What the task requires = Scan the entries below for the word "Pamela". Copy each line that has it.

Given entries =
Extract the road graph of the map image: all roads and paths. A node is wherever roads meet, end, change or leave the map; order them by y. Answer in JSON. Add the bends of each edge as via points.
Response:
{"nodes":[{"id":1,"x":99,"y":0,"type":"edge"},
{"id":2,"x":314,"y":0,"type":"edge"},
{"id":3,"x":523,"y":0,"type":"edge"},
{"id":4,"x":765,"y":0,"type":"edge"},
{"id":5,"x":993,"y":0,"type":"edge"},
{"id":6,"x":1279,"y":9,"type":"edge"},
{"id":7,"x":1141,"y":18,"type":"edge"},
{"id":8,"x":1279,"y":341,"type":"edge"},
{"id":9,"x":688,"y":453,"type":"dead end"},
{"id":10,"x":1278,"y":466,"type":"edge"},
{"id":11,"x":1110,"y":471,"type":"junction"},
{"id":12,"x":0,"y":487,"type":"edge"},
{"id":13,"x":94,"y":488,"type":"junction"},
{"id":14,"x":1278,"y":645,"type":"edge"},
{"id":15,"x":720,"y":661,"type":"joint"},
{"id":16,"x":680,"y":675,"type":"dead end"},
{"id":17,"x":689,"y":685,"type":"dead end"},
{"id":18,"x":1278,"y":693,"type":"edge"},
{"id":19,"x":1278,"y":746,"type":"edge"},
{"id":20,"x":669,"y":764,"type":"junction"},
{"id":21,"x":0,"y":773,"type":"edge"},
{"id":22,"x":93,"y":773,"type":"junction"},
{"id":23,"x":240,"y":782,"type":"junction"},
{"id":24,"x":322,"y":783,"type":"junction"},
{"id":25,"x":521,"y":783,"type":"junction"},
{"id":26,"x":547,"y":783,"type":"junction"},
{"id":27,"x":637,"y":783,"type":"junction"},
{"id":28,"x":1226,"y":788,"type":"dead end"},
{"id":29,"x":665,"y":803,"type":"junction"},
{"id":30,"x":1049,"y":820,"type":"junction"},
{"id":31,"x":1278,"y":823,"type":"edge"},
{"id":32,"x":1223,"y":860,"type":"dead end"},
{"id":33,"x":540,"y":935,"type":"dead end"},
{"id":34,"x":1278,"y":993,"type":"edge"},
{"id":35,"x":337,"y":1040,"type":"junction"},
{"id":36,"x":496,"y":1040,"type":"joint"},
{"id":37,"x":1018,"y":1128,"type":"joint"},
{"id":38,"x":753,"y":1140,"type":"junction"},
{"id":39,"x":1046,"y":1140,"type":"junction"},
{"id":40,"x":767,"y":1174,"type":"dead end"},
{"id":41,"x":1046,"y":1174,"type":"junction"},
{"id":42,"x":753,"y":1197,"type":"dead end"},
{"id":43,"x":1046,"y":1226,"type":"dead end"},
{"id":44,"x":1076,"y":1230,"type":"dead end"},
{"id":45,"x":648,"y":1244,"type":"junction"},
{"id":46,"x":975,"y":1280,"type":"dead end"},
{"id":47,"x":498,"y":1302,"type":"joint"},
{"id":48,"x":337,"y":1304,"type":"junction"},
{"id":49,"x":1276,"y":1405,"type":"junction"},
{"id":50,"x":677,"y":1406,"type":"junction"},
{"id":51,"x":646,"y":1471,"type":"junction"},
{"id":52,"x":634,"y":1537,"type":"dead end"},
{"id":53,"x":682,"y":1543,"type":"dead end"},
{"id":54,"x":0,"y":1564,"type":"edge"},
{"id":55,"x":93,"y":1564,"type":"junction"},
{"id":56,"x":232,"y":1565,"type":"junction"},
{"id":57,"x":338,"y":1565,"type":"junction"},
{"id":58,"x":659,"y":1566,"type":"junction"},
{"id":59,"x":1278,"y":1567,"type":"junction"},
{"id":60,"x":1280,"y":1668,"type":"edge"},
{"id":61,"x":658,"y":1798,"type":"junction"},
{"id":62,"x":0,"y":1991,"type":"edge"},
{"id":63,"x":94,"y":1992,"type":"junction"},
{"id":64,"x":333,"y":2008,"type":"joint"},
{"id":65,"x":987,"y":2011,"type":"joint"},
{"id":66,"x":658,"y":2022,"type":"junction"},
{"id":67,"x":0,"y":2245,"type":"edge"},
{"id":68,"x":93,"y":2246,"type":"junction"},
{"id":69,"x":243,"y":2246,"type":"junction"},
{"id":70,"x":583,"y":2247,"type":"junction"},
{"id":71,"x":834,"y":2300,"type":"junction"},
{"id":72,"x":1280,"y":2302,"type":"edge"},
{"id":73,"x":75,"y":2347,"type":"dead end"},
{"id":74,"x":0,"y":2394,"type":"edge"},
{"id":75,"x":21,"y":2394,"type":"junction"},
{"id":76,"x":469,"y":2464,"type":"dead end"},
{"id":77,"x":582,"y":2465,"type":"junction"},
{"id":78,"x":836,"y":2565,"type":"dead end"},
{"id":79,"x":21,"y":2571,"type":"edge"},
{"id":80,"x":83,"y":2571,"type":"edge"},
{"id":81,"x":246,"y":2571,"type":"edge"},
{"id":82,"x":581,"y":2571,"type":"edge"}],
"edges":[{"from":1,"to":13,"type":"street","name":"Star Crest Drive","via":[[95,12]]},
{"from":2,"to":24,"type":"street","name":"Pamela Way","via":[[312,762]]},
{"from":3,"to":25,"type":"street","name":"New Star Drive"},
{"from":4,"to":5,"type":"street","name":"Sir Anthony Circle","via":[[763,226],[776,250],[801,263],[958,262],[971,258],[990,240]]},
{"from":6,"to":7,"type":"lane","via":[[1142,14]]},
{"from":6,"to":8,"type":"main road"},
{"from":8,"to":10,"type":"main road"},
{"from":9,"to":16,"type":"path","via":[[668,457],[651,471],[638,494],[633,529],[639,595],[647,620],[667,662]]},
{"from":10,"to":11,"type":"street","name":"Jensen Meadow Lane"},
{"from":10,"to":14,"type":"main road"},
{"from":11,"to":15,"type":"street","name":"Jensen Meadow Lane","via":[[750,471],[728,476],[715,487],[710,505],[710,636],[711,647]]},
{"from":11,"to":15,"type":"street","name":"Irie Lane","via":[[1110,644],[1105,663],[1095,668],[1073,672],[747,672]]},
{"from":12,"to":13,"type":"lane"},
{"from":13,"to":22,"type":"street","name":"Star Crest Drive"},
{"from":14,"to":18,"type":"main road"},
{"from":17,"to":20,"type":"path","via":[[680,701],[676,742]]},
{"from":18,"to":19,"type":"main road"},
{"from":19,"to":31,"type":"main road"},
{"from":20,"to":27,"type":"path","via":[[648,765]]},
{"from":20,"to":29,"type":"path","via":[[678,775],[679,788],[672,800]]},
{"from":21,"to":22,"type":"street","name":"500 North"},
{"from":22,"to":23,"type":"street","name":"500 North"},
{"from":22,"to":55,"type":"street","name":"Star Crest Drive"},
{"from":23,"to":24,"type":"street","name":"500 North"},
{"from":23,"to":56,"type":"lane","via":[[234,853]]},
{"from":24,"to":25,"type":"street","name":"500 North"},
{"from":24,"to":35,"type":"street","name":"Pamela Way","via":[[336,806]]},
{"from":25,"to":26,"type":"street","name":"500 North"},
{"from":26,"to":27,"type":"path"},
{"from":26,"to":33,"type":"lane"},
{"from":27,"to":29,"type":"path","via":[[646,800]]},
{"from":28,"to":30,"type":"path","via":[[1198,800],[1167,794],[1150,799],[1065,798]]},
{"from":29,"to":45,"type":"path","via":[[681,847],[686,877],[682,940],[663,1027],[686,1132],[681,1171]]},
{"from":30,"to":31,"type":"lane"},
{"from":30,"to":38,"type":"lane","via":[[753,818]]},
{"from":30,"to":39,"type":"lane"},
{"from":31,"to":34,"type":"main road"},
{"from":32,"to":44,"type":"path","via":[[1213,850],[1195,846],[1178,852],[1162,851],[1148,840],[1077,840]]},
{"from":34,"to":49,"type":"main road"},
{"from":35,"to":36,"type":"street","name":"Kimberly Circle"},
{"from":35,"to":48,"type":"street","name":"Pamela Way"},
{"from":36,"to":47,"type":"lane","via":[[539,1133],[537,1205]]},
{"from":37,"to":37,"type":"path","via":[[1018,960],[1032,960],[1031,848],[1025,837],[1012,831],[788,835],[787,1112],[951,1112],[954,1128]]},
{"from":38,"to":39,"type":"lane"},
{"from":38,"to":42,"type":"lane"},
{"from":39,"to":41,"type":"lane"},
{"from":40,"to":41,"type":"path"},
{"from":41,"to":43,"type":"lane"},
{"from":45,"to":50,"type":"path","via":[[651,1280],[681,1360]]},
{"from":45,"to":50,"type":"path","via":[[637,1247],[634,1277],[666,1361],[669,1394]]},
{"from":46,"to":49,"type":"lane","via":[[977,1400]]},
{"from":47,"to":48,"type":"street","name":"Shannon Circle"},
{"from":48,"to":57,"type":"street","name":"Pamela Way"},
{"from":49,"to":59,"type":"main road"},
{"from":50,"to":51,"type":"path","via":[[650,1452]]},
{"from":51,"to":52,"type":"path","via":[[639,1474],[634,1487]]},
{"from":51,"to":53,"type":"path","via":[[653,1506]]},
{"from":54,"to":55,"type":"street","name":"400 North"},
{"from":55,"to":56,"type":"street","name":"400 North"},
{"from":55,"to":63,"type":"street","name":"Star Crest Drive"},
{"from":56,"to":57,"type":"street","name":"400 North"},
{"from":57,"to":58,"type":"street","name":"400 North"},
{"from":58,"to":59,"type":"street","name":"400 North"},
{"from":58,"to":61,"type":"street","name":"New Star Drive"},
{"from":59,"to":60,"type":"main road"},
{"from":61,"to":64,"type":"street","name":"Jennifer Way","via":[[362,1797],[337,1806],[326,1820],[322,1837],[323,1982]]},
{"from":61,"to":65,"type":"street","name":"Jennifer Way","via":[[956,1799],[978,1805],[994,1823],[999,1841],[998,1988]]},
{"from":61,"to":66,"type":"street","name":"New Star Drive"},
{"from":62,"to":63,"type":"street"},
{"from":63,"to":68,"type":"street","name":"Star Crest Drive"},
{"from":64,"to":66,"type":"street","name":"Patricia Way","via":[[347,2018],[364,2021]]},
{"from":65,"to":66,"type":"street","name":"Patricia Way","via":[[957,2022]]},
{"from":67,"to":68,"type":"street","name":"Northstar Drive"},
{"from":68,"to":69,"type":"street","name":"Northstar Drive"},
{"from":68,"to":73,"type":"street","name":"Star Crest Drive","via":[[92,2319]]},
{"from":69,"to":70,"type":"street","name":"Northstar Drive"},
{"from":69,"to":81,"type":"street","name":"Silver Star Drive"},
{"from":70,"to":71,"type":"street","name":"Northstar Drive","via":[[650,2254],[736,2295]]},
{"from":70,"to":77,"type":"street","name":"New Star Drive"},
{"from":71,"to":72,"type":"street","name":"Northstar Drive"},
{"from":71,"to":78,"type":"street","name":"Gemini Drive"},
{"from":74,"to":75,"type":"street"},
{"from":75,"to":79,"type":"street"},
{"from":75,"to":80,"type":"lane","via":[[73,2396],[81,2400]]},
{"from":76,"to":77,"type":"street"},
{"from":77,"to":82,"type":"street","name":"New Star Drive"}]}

Problem solution =
{"from":2,"to":24,"type":"street","name":"Pamela Way","via":[[312,762]]},
{"from":24,"to":35,"type":"street","name":"Pamela Way","via":[[336,806]]},
{"from":35,"to":48,"type":"street","name":"Pamela Way"},
{"from":48,"to":57,"type":"street","name":"Pamela Way"},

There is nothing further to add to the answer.